The kidney is supposed to filter the blood and get rid of excess fluid and toxins from the body as urine and the entire body depends on the kidney to do this effectively. If the kidney fails to do this, the body may still be able to carry on for days, or at most a few weeks until they start getting dialysis treatment or a transplant from a donor.
Hemodialysis is the process by which the blood is filtered for 4 hours and ought to be done 3 times in a week to effectively rid the body of toxins and excess fluids. Medical insurance providers like Medicaid and Medicare do not cover dialysis of the undocumented immigrants, except in cases where the individual state decides to set some funds aside to pay for treatment.

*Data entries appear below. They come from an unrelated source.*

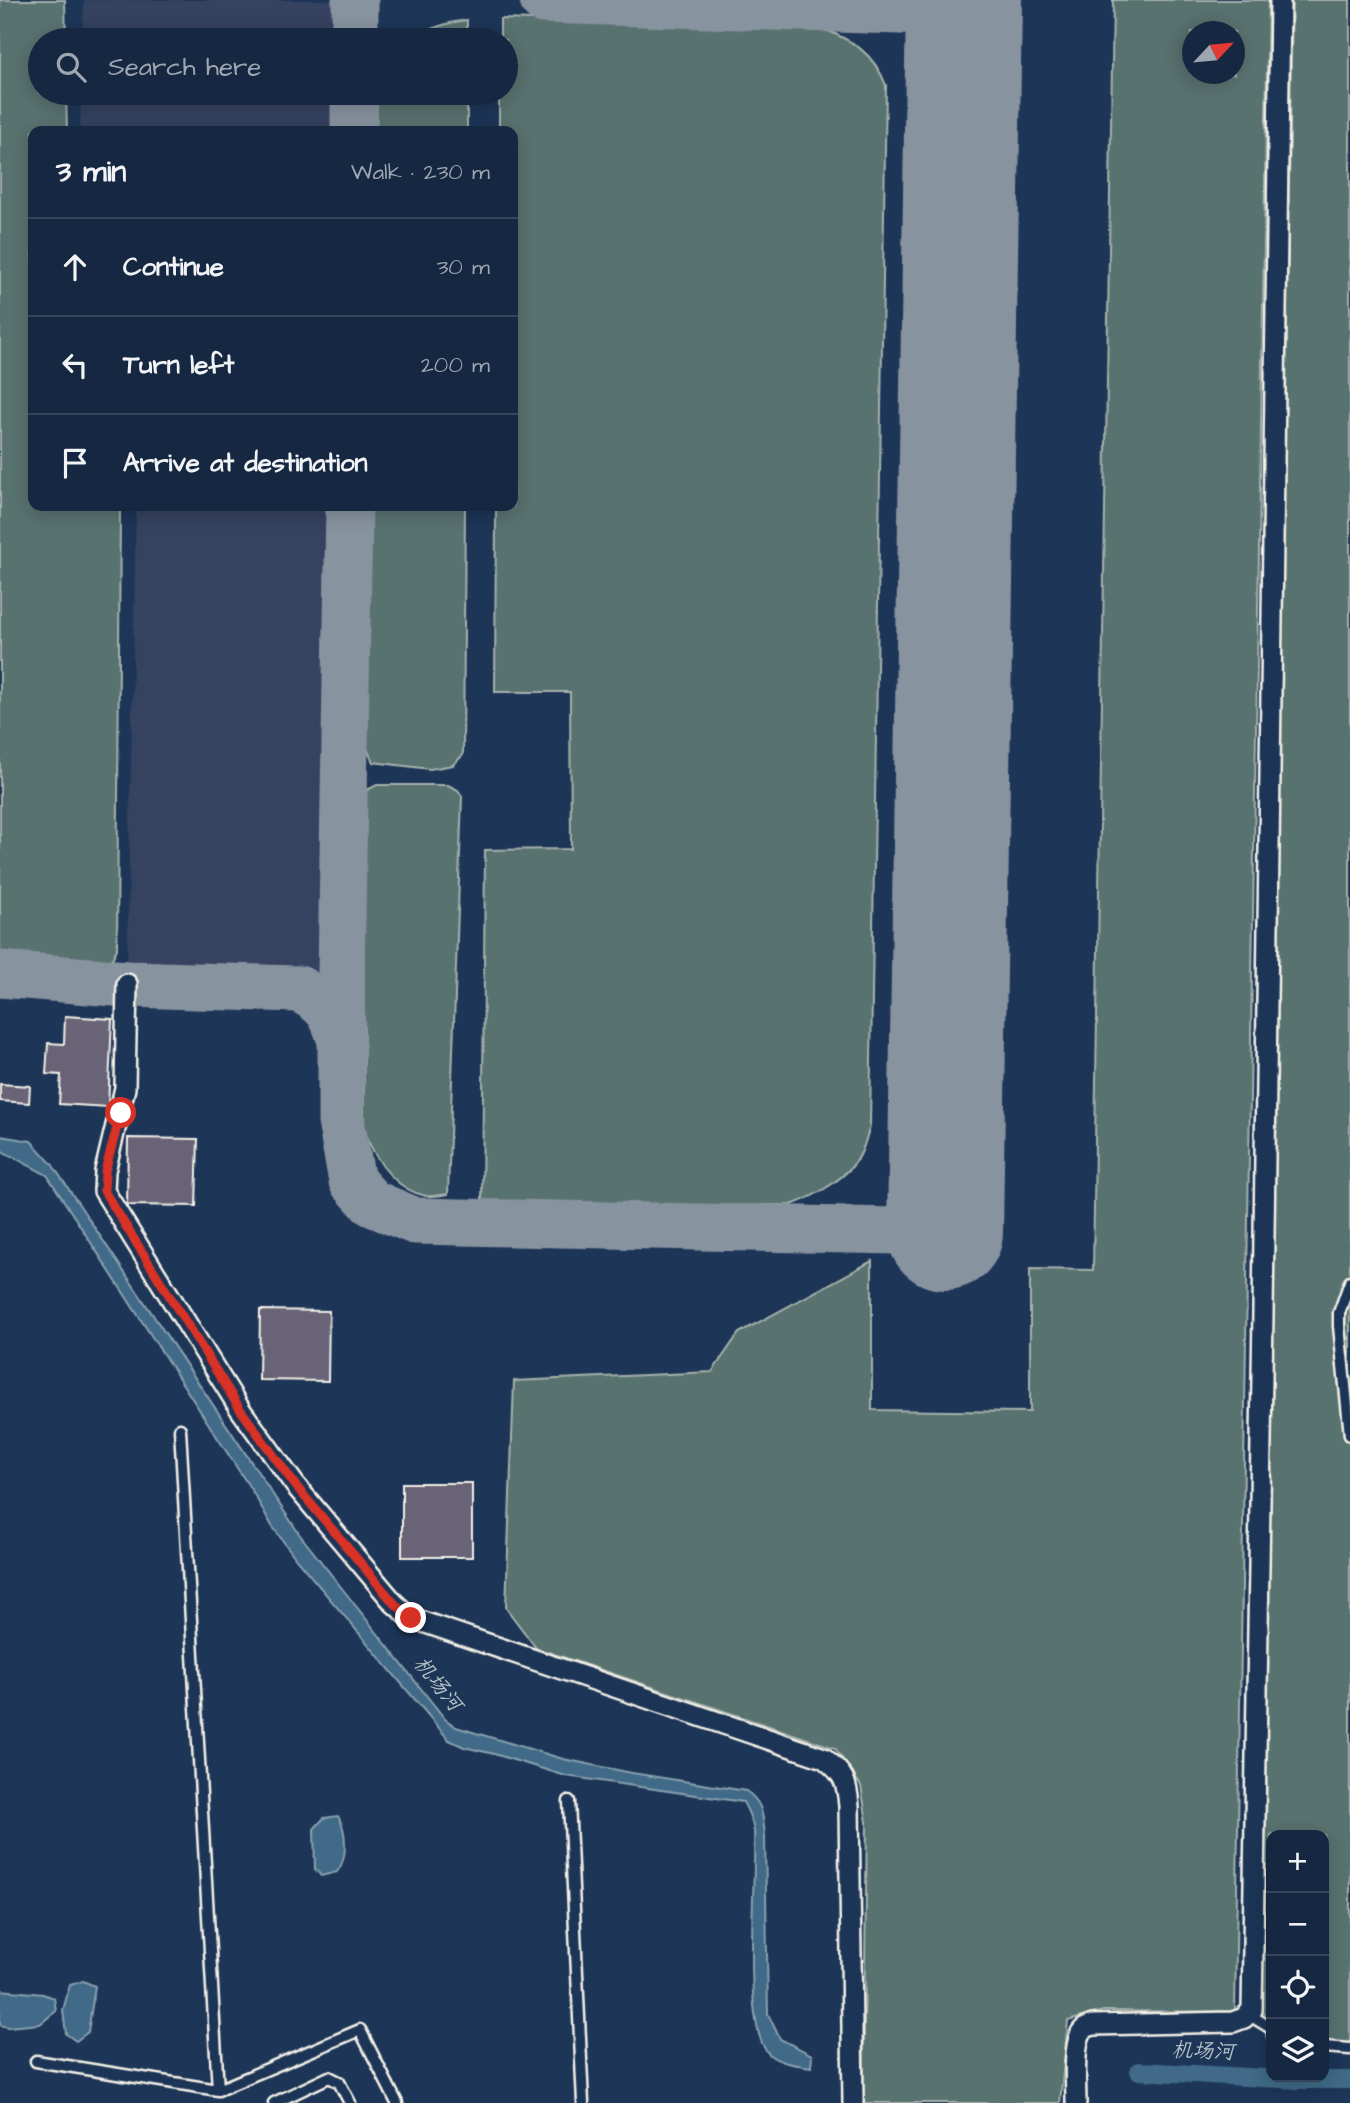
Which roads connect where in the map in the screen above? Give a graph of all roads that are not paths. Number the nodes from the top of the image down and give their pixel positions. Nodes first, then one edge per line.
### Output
1 (1280, 0) edge
2 (127, 984) dead end
3 (1350, 1282) edge
4 (180, 1429) dead end
5 (1350, 1435) edge
6 (569, 1801) dead end
7 (1248, 2014) junction
8 (1266, 2025) edge
9 (1329, 2047) edge
10 (1350, 2049) edge
11 (36, 2061) dead end
12 (218, 2090) junction
13 (274, 2103) edge
14 (350, 2103) edge
15 (397, 2103) edge
16 (583, 2103) edge
17 (853, 2103) edge
18 (1076, 2103) edge

1 - 7 street
2 - 17 street
3 - 5 lane
4 - 12 lane
6 - 16 lane
7 - 8 lane
7 - 18 street
9 - 10 lane
11 - 12 lane
12 - 15 lane
13 - 14 lane

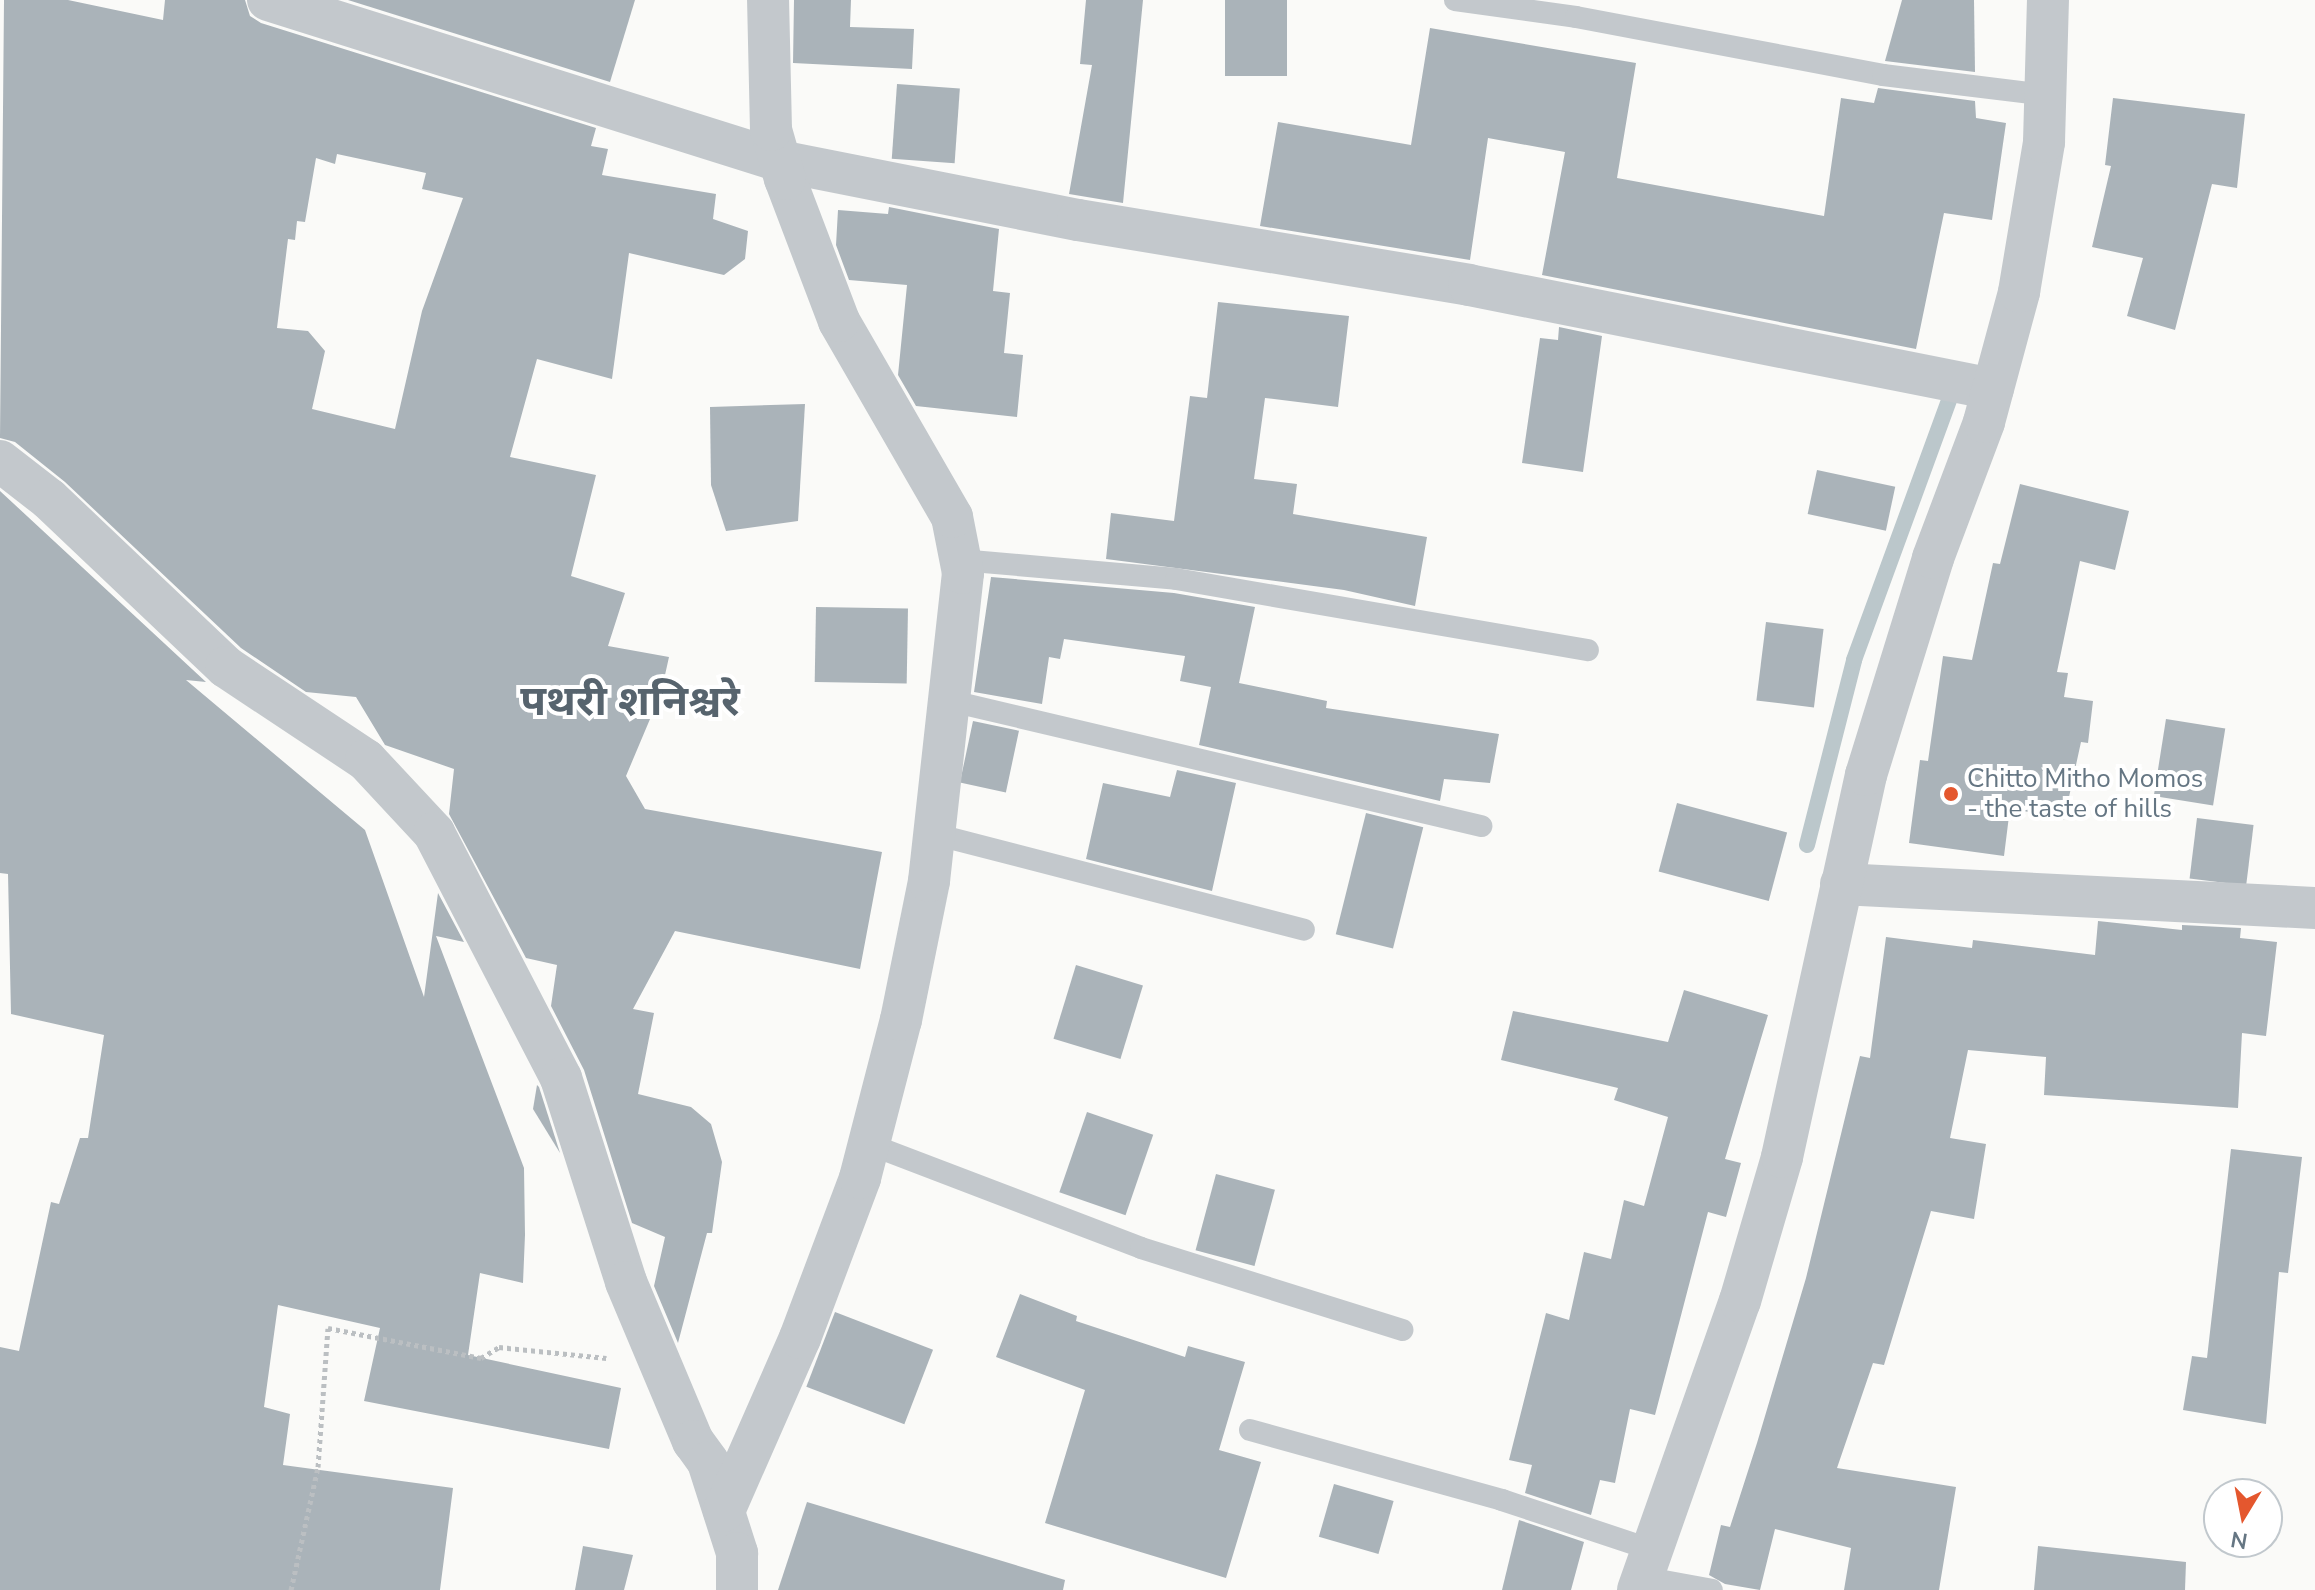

Cervantes said that patients who qualify for this emergency dialysis are those that arrive in the hospital short of breath or complaining of a somewhat drowning sensation, which arises from the saturation of so much fluid in the body. They may suffer from conditions like confusion, nausea, vomiting and in some cases, they might need Cardiopulmonary resuscitation (CPR) because of the unusual heart rhythm.
Fifty clinicians, including nurses and doctors were used for this survey and the focus was on how providing emergency-only dialysis impacted the profession and feeling about the profession.
The health care providers and medical experts noted that it was exhausting to have to deal daily with organizational and system-level barriers to treating patients. The avoidable sufferings and death of patients is another issue they pointed out as worrisome.
There was also the issue of providing substandard care to patients just because they are tagged as “undocumented immigrants.” The payment policies make it impossible to provide all patients with top quality medical care.
This study shows categorically the impact that the denial of dialysis to patients on the basis of their immigration status is having on them morally and ethically. This is the first study that focuses on the impact of emergency-only dialysis policy – that the US has on undocumented immigrants – on the medical practitioners. It is expected that the emergency-only policy is bad for patients however; this study reveals the impact it has on the healthcare providers as well; a perspective that most people won’t really spend much time to consider.
As we’ve stated before in articles about nephrologist burnout, job dissatisfaction is a very big problem when it comes to kidney doctors and burn-out for them often leads to a lowered quality of care for the patients, so in the end, this move is a double blow to the most important people, the patients whose lives are at stake.